31. The detonation unit body defined in claim 27, wherein, in a situation in which the explosion trigger is in the form of (a) a booster containing a small charge of an explosive and (b) a detonator for the small explosive charge in the booster, the detonation unit body includes formations on an internal wall of the sleeve for holding the booster within the sleeve so that there is an axial gap between the booster and the detonator in the initial position of the trigger assembly in the hole.

32. (canceled)

33. An apparatus for loading explosives and detonators into holes, the apparatus comprising: (a) a plurality of the assemblies defined in claim 1 for triggering an explosion of an explosives material in a hole; and(b) an explosives delivery vehicle for delivering a trigger assembly into the hole, the vehicle comprising: (i) a storage assembly for storing a plurality of the trigger assemblies;(ii) a loading assembly for supporting one of the trigger assemblies in a delivery position in relation to the hole and for moving the trigger assembly into the hole to be located at an open end of the hole in an initial position of the trigger assembly;(iii) a device for contacting and moving the explosion trigger forward into the hole forwardly of the detonation unit body.

34-35. (canceled)

36. The apparatus defined in claim 33, wherein the insertion device is a member that can be moved axially between a retracted position in which the member supports a rear end of a trigger assembly and an extended position in which the member has moved the trigger assembly into and retains the trigger assembly in an initial position in the hole.

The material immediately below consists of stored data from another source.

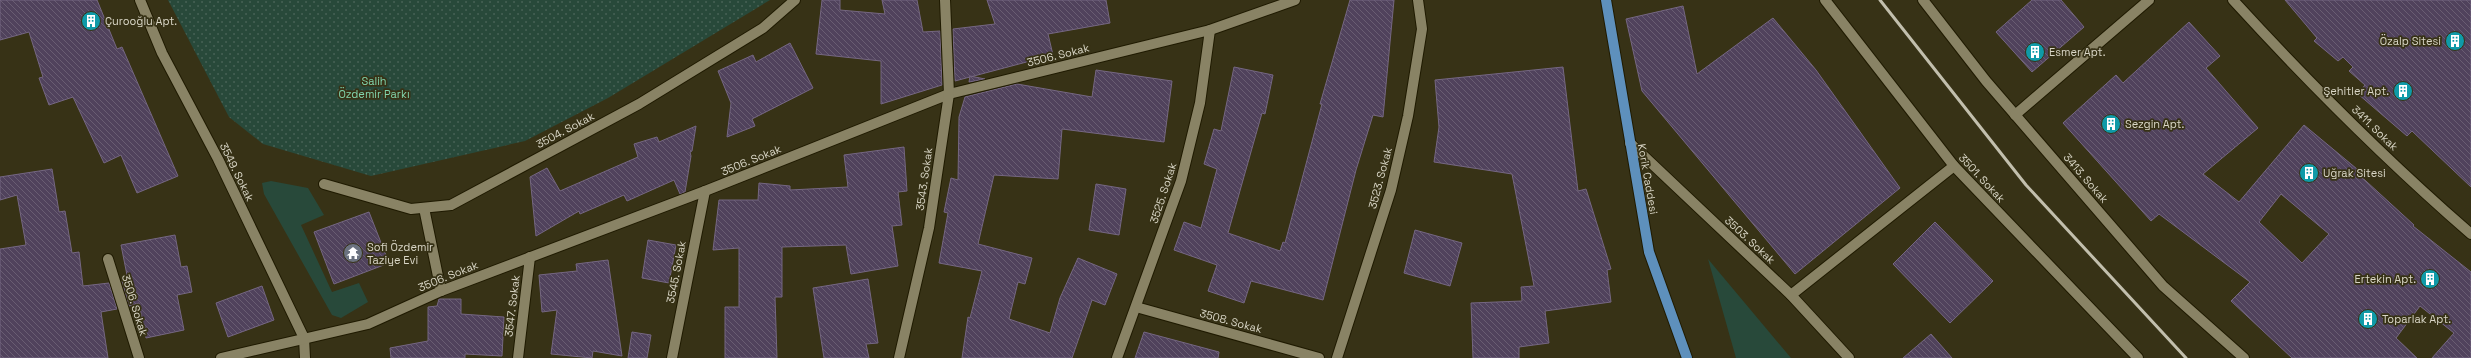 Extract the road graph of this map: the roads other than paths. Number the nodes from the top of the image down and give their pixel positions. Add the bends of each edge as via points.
1 (140, 0) edge
2 (796, 0) edge
3 (945, 0) edge
4 (1295, 0) edge
5 (1418, 0) edge
6 (1606, 0) edge
7 (1825, 0) edge
8 (1923, 0) edge
9 (2149, 0) edge
10 (2233, 0) edge
11 (1210, 30) junction
12 (949, 94) junction
13 (2015, 115) junction
14 (1630, 143) junction
15 (1954, 166) junction
16 (324, 184) dead end
17 (704, 191) junction
18 (424, 208) junction
19 (2471, 234) edge
20 (530, 257) junction
21 (108, 259) dead end
22 (441, 291) junction
23 (1791, 295) junction
24 (1136, 307) junction
25 (304, 338) junction
26 (139, 358) edge
27 (221, 358) edge
28 (305, 358) edge
29 (518, 358) edge
30 (672, 358) edge
31 (899, 358) edge
32 (1117, 358) edge
33 (1319, 358) edge
34 (1337, 358) edge
35 (1687, 358) edge
36 (1849, 358) edge
37 (2138, 358) edge
38 (2244, 358) edge

1 - 25 street, 3549. Sokak via 162,53 218,159
2 - 18 street, 3504. Sokak via 763,28 639,104 451,205
3 - 12 street, 3543. Sokak
4 - 11 street, 3506. Sokak
5 - 34 street, 3523. Sokak via 1422,29 1400,153 1391,190
6 - 14 main road, Korik Caddesi
7 - 15 street, 3501. Sokak
8 - 13 street, 3413. Sokak
9 - 13 street
10 - 19 street, 3411. Sokak via 2301,73 2432,200
11 - 12 street, 3506. Sokak
11 - 24 street, 3525. Sokak via 1200,103 1181,181
12 - 17 street, 3506. Sokak
12 - 31 street, 3543. Sokak via 929,228
13 - 38 street, 3413. Sokak via 2163,286
14 - 23 street, 3503. Sokak
14 - 35 main road, Korik Caddesi via 1649,252
15 - 23 street
15 - 37 street, 3501. Sokak
16 - 18 street, 3504. Sokak via 411,209
17 - 20 street, 3506. Sokak
17 - 30 street, 3545. Sokak
18 - 22 street
20 - 22 street, 3506. Sokak
20 - 29 street, 3547. Sokak
21 - 26 street, 3506. Sokak
22 - 25 street, 3506. Sokak via 368,324
23 - 36 street, 3503. Sokak
24 - 32 street, 3525. Sokak
24 - 33 street, 3508. Sokak
25 - 27 street, 3506. Sokak
25 - 28 street, 3549. Sokak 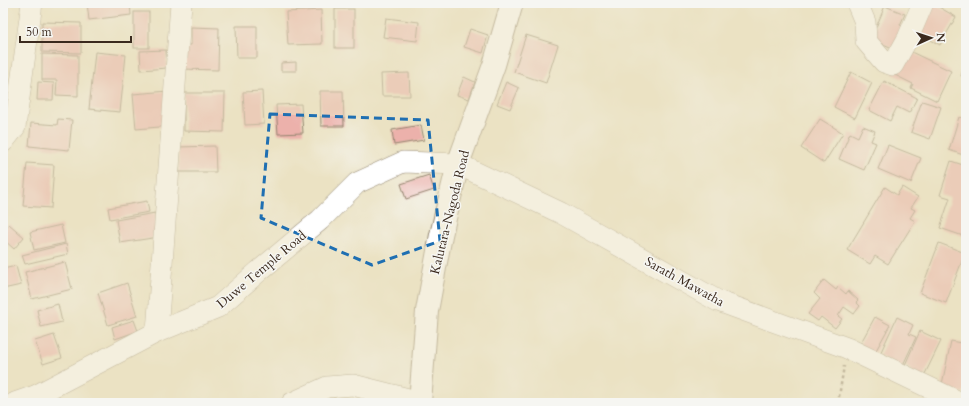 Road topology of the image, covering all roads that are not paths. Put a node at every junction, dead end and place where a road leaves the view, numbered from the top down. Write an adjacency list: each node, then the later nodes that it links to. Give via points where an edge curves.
1 (32, 3): 6 (street, via 15,127)
2 (181, 3): 8 (street)
3 (512, 3): 7 (main road, Kalutara-Nagoda Road, via 494,65)
4 (857, 3): 5 (street, via 865,22 866,41 884,62 893,65)
5 (923, 3)
6 (3, 142)
7 (458, 164): 8 (street, Duwe Temple Road, via 403,162 357,183 320,220 218,307); 9 (main road, Kalutara-Nagoda Road, via 427,311); 12 (street, Sarath Mawatha, via 561,213 718,301 847,348)
8 (158, 332): 10 (street, Duwe Temple Road, via 35,396)
9 (420, 402): 11 (street, via 352,386 327,387)
10 (15, 403)
11 (292, 403)
12 (961, 403)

37. The apparatus defined in claim 36, wherein the insertion device also includes an emulsion charging hose for contacting and moving the explosion trigger forward from the initial position into the hole forwardly of the detonation unit body.

38. (canceled)

39. A method for loading explosives and explosion triggers into holes in a mine face, the method comprising, for each hole: (a) locating one of the trigger assemblies defined in claim 1 in the initial position of the trigger assembly in the hole,(b) moving the explosion trigger of the trigger assembly forward to a detonation position in the hole from the initial position of the trigger assembly in the hole; and(c) locating an explosive in the hole.

40. (canceled)

41. A method of blasting rock, the method comprising: (a) positioning a vehicle that stores a plurality of the trigger assemblies defined in claim 1 in relation to rock to be blasted;(b) locating assemblies in holes in the rock in accordance with the above-described method for loading explosives and explosion triggers into holes;(c) tying-in the explosion triggers; and(d) initiating explosions in the holes.